*** Opening GIVEN DATA ***
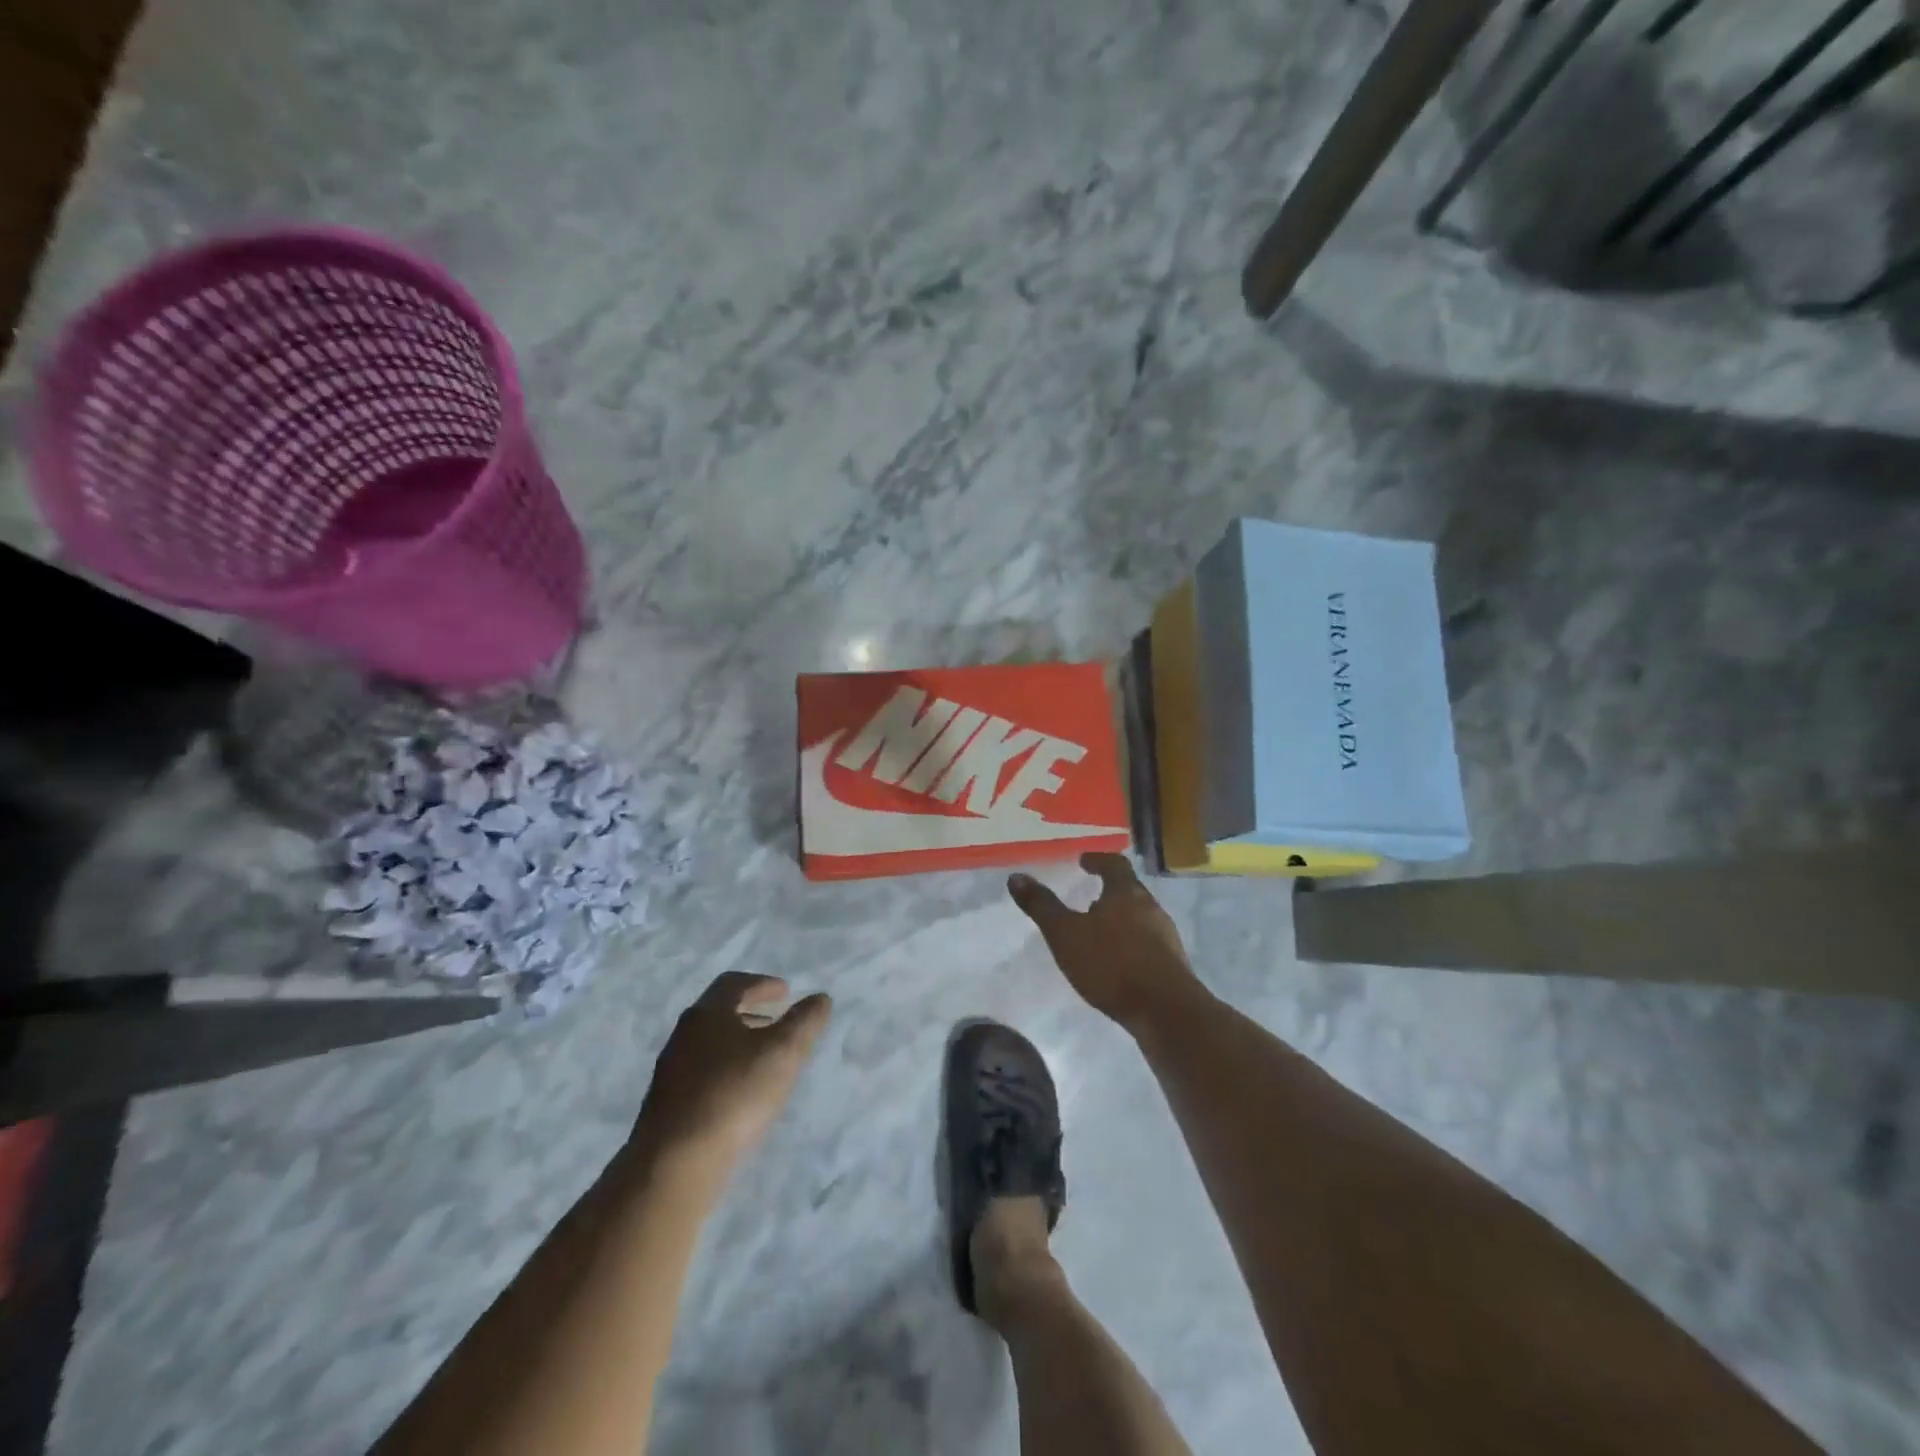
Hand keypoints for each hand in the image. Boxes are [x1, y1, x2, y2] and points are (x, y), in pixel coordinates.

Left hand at [636, 973, 832, 1175]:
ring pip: (710, 1043)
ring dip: (739, 1042)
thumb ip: (805, 1020)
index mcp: (707, 1013)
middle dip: (752, 1012)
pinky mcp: (667, 1104)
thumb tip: (820, 998)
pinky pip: (702, 1072)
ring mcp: (671, 1070)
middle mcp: (684, 1034)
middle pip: (720, 1012)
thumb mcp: (784, 1051)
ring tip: (764, 1058)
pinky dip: (726, 1068)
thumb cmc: (735, 1093)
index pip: (734, 983)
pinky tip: (741, 1092)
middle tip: (778, 1021)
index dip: (763, 983)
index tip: (786, 993)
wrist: (675, 1163)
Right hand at [1008, 853, 1211, 1034]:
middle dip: (1110, 892)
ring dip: (1121, 919)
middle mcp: (1151, 907)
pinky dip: (1132, 943)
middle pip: (1130, 890)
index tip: (1084, 861)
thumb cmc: (1111, 964)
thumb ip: (1042, 906)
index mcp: (1126, 893)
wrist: (1165, 1010)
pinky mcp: (1173, 964)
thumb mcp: (1065, 934)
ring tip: (1100, 932)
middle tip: (1089, 898)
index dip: (1098, 860)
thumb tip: (1016, 877)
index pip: (1114, 864)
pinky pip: (1149, 943)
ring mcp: (1166, 936)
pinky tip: (1118, 962)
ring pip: (1141, 918)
*** Closing GIVEN DATA ***
▶ _TASK INSTRUCTIONS_: The number alone, please: how many lines in the data contain the string "middle"?

▶ _RESPONSE TO THIS EXERCISE_: 8